People have been telling me for years how they use $vp$ to keep track of programming projects as well as using it as a dumping ground for debugging notes and hard to solve problems. I do this myself (and you should too!) but lately I've also been using VoodooPad as a dumping ground for little things that I come across in my apps that I don't want to spend the time to put in FogBugz, but I don't want to forget either.
Prior to my new new little script (which I'll share below) I had a file in my project named "bugs.h" where I'd put these little entries. Once I fixed the issue described, I would delete the entry from the bugs.h file. Obviously this isn't the most elegant solution, but it was nice because you could use Xcode's Open Quickly window to get to bugs.h, enter your fixme:, and then zip back to whatever it was you were working on.
And that works, but I decided that a quick little script plugin in VoodooPad would be even better and so the "New Fixme Notes Page" was born.
Here's how it works. When you call it (use the handy shortcut key!) it will create a page named "Fixme Notes for 2012-12-12" (or whatever today's date is). If you're already on that page and call the script, it will insert a newline that starts with @fixme: . You can then type in a quick one line note of what you need to fix in your project. And then when you've fixed that problem you can all the script again, and it'll move the line to the bottom of the page and change the @fixme to @fixed.

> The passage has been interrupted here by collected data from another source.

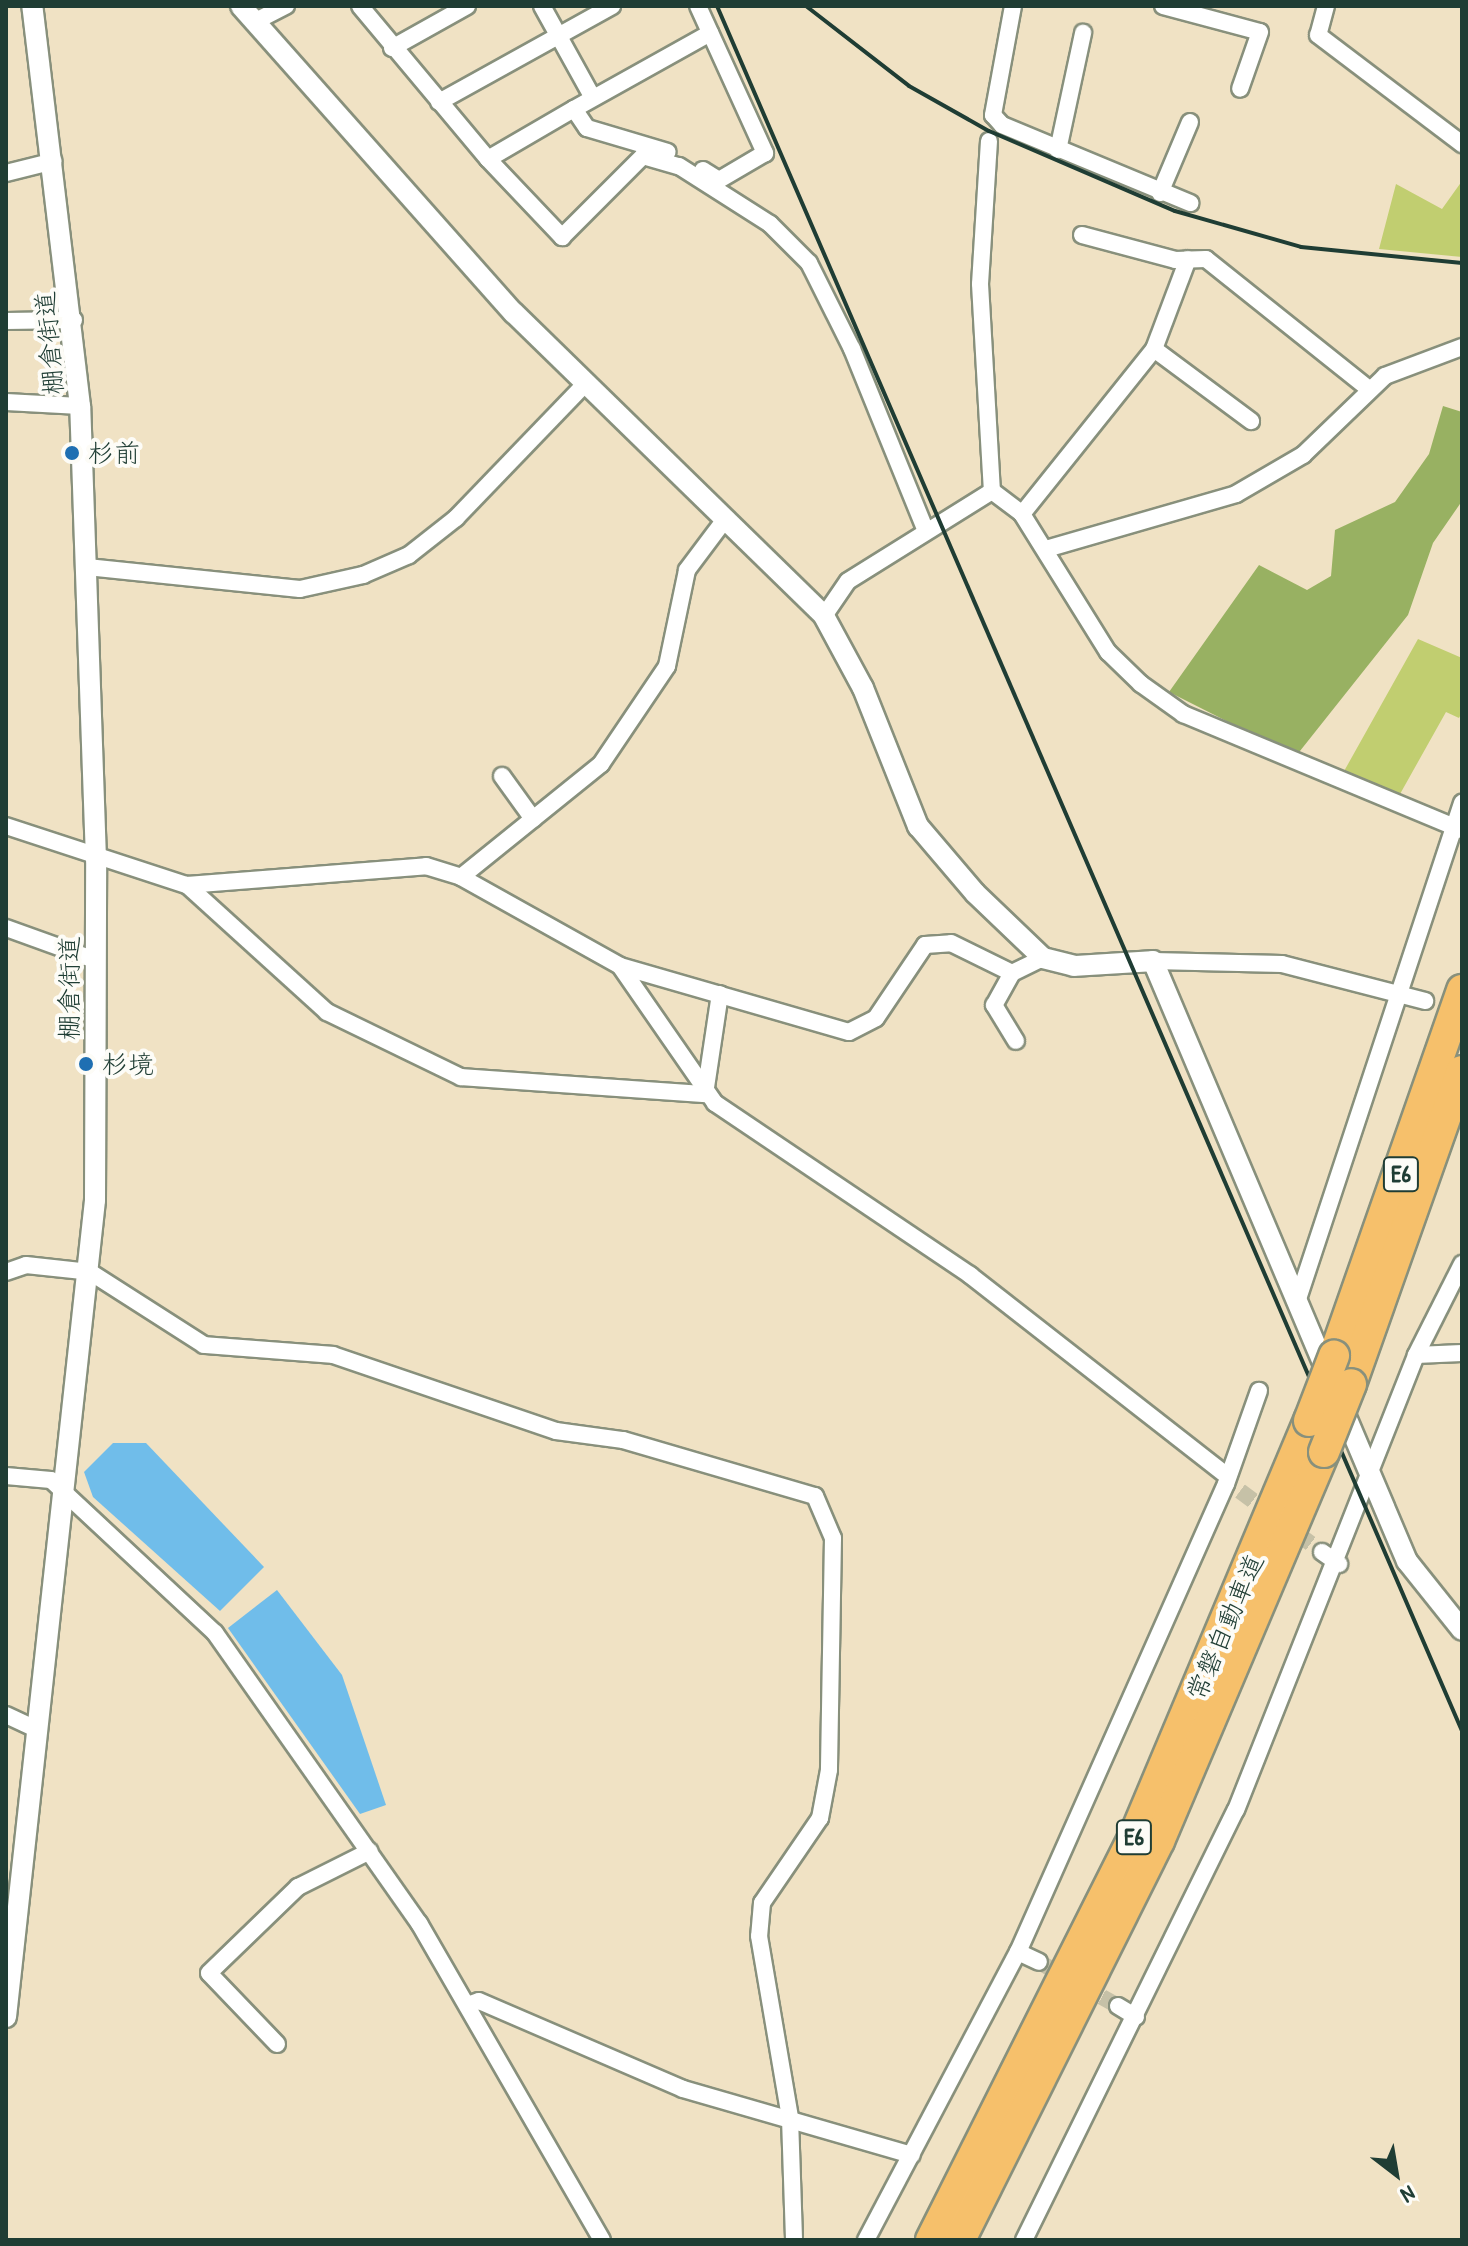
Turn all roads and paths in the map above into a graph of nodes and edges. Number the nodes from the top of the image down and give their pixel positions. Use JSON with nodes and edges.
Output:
{"nodes":[{"id":1,"x":32,"y":6,"type":"edge"},
{"id":2,"x":286,"y":6,"type":"edge"},
{"id":3,"x":360,"y":6,"type":"edge"},
{"id":4,"x":467,"y":6,"type":"edge"},
{"id":5,"x":542,"y":6,"type":"edge"},
{"id":6,"x":612,"y":6,"type":"edge"},
{"id":7,"x":698,"y":6,"type":"edge"},
{"id":8,"x":1013,"y":6,"type":"edge"},
{"id":9,"x":1163,"y":6,"type":"edge"},
{"id":10,"x":1326,"y":6,"type":"edge"},
{"id":11,"x":248,"y":14,"type":"edge"},
{"id":12,"x":710,"y":33,"type":"junction"},
{"id":13,"x":1083,"y":33,"type":"dead end"},
{"id":14,"x":559,"y":36,"type":"junction"},
{"id":15,"x":392,"y":48,"type":"junction"},
{"id":16,"x":1240,"y":89,"type":"dead end"},
{"id":17,"x":593,"y":98,"type":"junction"},
{"id":18,"x":439,"y":102,"type":"junction"},
{"id":19,"x":574,"y":109,"type":"junction"},
{"id":20,"x":1190,"y":122,"type":"dead end"},
{"id":21,"x":989,"y":141,"type":"dead end"},
{"id":22,"x":1462,"y":144,"type":"edge"},
{"id":23,"x":1058,"y":150,"type":"junction"},
{"id":24,"x":488,"y":159,"type":"junction"},
{"id":25,"x":54,"y":161,"type":"junction"},
{"id":26,"x":6,"y":173,"type":"edge"},
{"id":27,"x":1160,"y":193,"type":"junction"},
{"id":28,"x":1190,"y":203,"type":"dead end"},
{"id":29,"x":1082,"y":235,"type":"dead end"},
{"id":30,"x":1188,"y":259,"type":"junction"},
{"id":31,"x":74,"y":320,"type":"junction"},
{"id":32,"x":6,"y":321,"type":"edge"},
{"id":33,"x":1462,"y":347,"type":"edge"},
{"id":34,"x":1154,"y":349,"type":"junction"},
{"id":35,"x":584,"y":385,"type":"junction"},
{"id":36,"x":1369,"y":389,"type":"junction"},
{"id":37,"x":6,"y":402,"type":"edge"},
{"id":38,"x":80,"y":406,"type":"junction"},
{"id":39,"x":1251,"y":421,"type":"dead end"},
{"id":40,"x":992,"y":491,"type":"junction"},
{"id":41,"x":1022,"y":514,"type":"junction"},
{"id":42,"x":726,"y":518,"type":"junction"},
{"id":43,"x":926,"y":531,"type":"junction"},
{"id":44,"x":1046,"y":549,"type":"junction"},
{"id":45,"x":87,"y":567,"type":"junction"},
{"id":46,"x":824,"y":616,"type":"junction"},
{"id":47,"x":502,"y":776,"type":"dead end"},
{"id":48,"x":1462,"y":803,"type":"edge"},
{"id":49,"x":533,"y":819,"type":"junction"},
{"id":50,"x":6,"y":826,"type":"edge"},
{"id":51,"x":1459,"y":830,"type":"edge"},
{"id":52,"x":96,"y":859,"type":"junction"},
{"id":53,"x":461,"y":877,"type":"junction"},
{"id":54,"x":187,"y":885,"type":"junction"},
{"id":55,"x":6,"y":928,"type":"edge"},
{"id":56,"x":1043,"y":958,"type":"junction"},
{"id":57,"x":95,"y":960,"type":"junction"},
{"id":58,"x":1153,"y":961,"type":"junction"},
{"id":59,"x":620,"y":966,"type":"junction"},
{"id":60,"x":1012,"y":973,"type":"junction"},
{"id":61,"x":1462,"y":990,"type":"edge"},
{"id":62,"x":720,"y":994,"type":"junction"},
{"id":63,"x":1403,"y":995,"type":"junction"},
{"id":64,"x":1425,"y":1001,"type":"dead end"},
{"id":65,"x":1016,"y":1041,"type":"dead end"},
{"id":66,"x":1462,"y":1071,"type":"edge"},
{"id":67,"x":705,"y":1094,"type":"junction"},
{"id":68,"x":1462,"y":1264,"type":"edge"},
{"id":69,"x":6,"y":1272,"type":"edge"},
{"id":70,"x":90,"y":1272,"type":"junction"},
{"id":71,"x":1297,"y":1302,"type":"junction"},
{"id":72,"x":1462,"y":1353,"type":"edge"},
{"id":73,"x":1416,"y":1355,"type":"junction"},
{"id":74,"x":1259,"y":1391,"type":"dead end"},
{"id":75,"x":6,"y":1476,"type":"edge"},
{"id":76,"x":1371,"y":1481,"type":"junction"},
{"id":77,"x":1231,"y":1484,"type":"junction"},
{"id":78,"x":64,"y":1492,"type":"junction"},
{"id":79,"x":1322,"y":1552,"type":"tunnel mouth"},
{"id":80,"x":1339,"y":1564,"type":"junction"},
{"id":81,"x":1462,"y":1630,"type":"edge"},
{"id":82,"x":6,"y":1715,"type":"edge"},
{"id":83,"x":32,"y":1727,"type":"junction"},
{"id":84,"x":370,"y":1851,"type":"junction"},
{"id":85,"x":1018,"y":1952,"type":"junction"},
{"id":86,"x":1039,"y":1962,"type":"tunnel mouth"},
{"id":87,"x":470,"y":2004,"type":"junction"},
{"id":88,"x":1118,"y":2006,"type":"tunnel mouth"},
{"id":89,"x":6,"y":2017,"type":"edge"},
{"id":90,"x":1136,"y":2017,"type":"junction"},
{"id":91,"x":277,"y":2044,"type":"dead end"},
{"id":92,"x":790,"y":2118,"type":"junction"},
{"id":93,"x":912,"y":2155,"type":"junction"},
{"id":94,"x":602,"y":2240,"type":"edge"},
{"id":95,"x":794,"y":2240,"type":"edge"},
{"id":96,"x":866,"y":2240,"type":"edge"},
{"id":97,"x":931,"y":2240,"type":"edge"},
{"id":98,"x":960,"y":2240,"type":"edge"},
{"id":99,"x":1024,"y":2240,"type":"edge"}],
"edges":[{"from":1,"to":25,"type":"street","name":"棚倉街道"},
{"from":2,"to":11,"type":"street"},
{"from":3,"to":15,"type":"street"},
{"from":4,"to":15,"type":"street"},
{"from":5,"to":14,"type":"street"},
{"from":6,"to":14,"type":"street"},
{"from":7,"to":12,"type":"street"},
{"from":8,"to":23,"type":"street"},
{"from":9,"to":16,"type":"street"},
{"from":10,"to":22,"type":"street"},
{"from":11,"to":35,"type":"street"},
{"from":12,"to":17,"type":"street"},
{"from":12,"to":19,"type":"street"},
{"from":13,"to":23,"type":"street"},
{"from":14,"to":17,"type":"street"},
{"from":14,"to":18,"type":"street"},
{"from":15,"to":18,"type":"street"},
{"from":17,"to":19,"type":"street"},
{"from":18,"to":24,"type":"street"},
{"from":19,"to":24,"type":"street"},
{"from":20,"to":27,"type":"street"},
{"from":21,"to":40,"type":"street"},
{"from":23,"to":27,"type":"street"},
{"from":24,"to":43,"type":"street"},
{"from":25,"to":26,"type":"street"},
{"from":25,"to":31,"type":"street","name":"棚倉街道"},
{"from":27,"to":28,"type":"street"},
{"from":29,"to":30,"type":"street"},
{"from":30,"to":34,"type":"street"},
{"from":30,"to":36,"type":"street"},
{"from":31,"to":32,"type":"street"},
{"from":31,"to":38,"type":"street","name":"棚倉街道"},
{"from":33,"to":36,"type":"street"},
{"from":34,"to":39,"type":"street"},
{"from":34,"to":41,"type":"street"},
{"from":35,"to":42,"type":"street"},
{"from":35,"to":45,"type":"street"},
{"from":36,"to":44,"type":"street"},
{"from":37,"to":38,"type":"street"},
{"from":38,"to":45,"type":"street","name":"棚倉街道"},
{"from":40,"to":41,"type":"street"},
{"from":40,"to":43,"type":"street"},
{"from":41,"to":44,"type":"street"},
{"from":42,"to":46,"type":"street"},
{"from":42,"to":49,"type":"street"},
{"from":43,"to":46,"type":"street"},
{"from":44,"to":51,"type":"street"},
{"from":45,"to":52,"type":"street","name":"棚倉街道"},
{"from":46,"to":56,"type":"street"},
{"from":47,"to":49,"type":"street"},
{"from":48,"to":51,"type":"street"},
{"from":49,"to":53,"type":"street"},
{"from":50,"to":52,"type":"street"},
{"from":51,"to":63,"type":"street"},
{"from":52,"to":54,"type":"street"},
{"from":52,"to":57,"type":"street","name":"棚倉街道"},
{"from":53,"to":54,"type":"street"},
{"from":53,"to":59,"type":"street"},
{"from":54,"to":67,"type":"street"},
{"from":55,"to":57,"type":"street"},
{"from":56,"to":58,"type":"street"},
{"from":56,"to":60,"type":"street"},
{"from":57,"to":70,"type":"street","name":"棚倉街道"},
{"from":58,"to":63,"type":"street"},
{"from":58,"to":71,"type":"street"},
{"from":59,"to":62,"type":"street"},
{"from":59,"to":67,"type":"street"},
{"from":60,"to":62,"type":"street"},
{"from":60,"to":65,"type":"street"},
{"from":61,"to":97,"type":"highway","name":"常磐自動車道","number":"E6","bridge":true},
{"from":62,"to":67,"type":"street"},
{"from":63,"to":64,"type":"street"},
{"from":63,"to":71,"type":"street"},
{"from":66,"to":98,"type":"highway","name":"常磐自動車道","number":"E6","bridge":true},
{"from":67,"to":77,"type":"street"},
{"from":68,"to":73,"type":"street"},
{"from":69,"to":70,"type":"street"},
{"from":70,"to":78,"type":"street","name":"棚倉街道"},
{"from":70,"to":92,"type":"street"},
{"from":71,"to":76,"type":"street"},
{"from":72,"to":73,"type":"street"},
{"from":73,"to":76,"type":"street"},
{"from":74,"to":77,"type":"street"},
{"from":75,"to":78,"type":"street"},
{"from":76,"to":80,"type":"street"},
{"from":76,"to":81,"type":"street"},
{"from":77,"to":85,"type":"street"},
{"from":78,"to":83,"type":"street","name":"棚倉街道"},
{"from":78,"to":84,"type":"street"},
{"from":79,"to":80,"type":"street"},
{"from":80,"to":90,"type":"street"},
{"from":82,"to":83,"type":"street"},
{"from":83,"to":89,"type":"street","name":"棚倉街道"},
{"from":84,"to":87,"type":"street"},
{"from":84,"to":91,"type":"street"},
{"from":85,"to":86,"type":"street"},
{"from":85,"to":93,"type":"street"},
{"from":87,"to":92,"type":"street"},
{"from":87,"to":94,"type":"street"},
{"from":88,"to":90,"type":"street"},
{"from":90,"to":99,"type":"street"},
{"from":92,"to":93,"type":"street"},
{"from":92,"to":95,"type":"street"},
{"from":93,"to":96,"type":"street"}]}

When a new day comes along, you can then copy the notes to the new page, or you can just keep track of them in the To-dos palette (@fixme tags are a default search tag for the To-dos palette. You can add your own as well if you'd like!).
Obviously this isn't going to scale for multiple people working on the same project, but if you're a solo developer this might be a good tool to think about using. And this doesn't mean I've abandoned my formal bug tracker either. I just find the lack of a context switch to keep me in the zone when coding.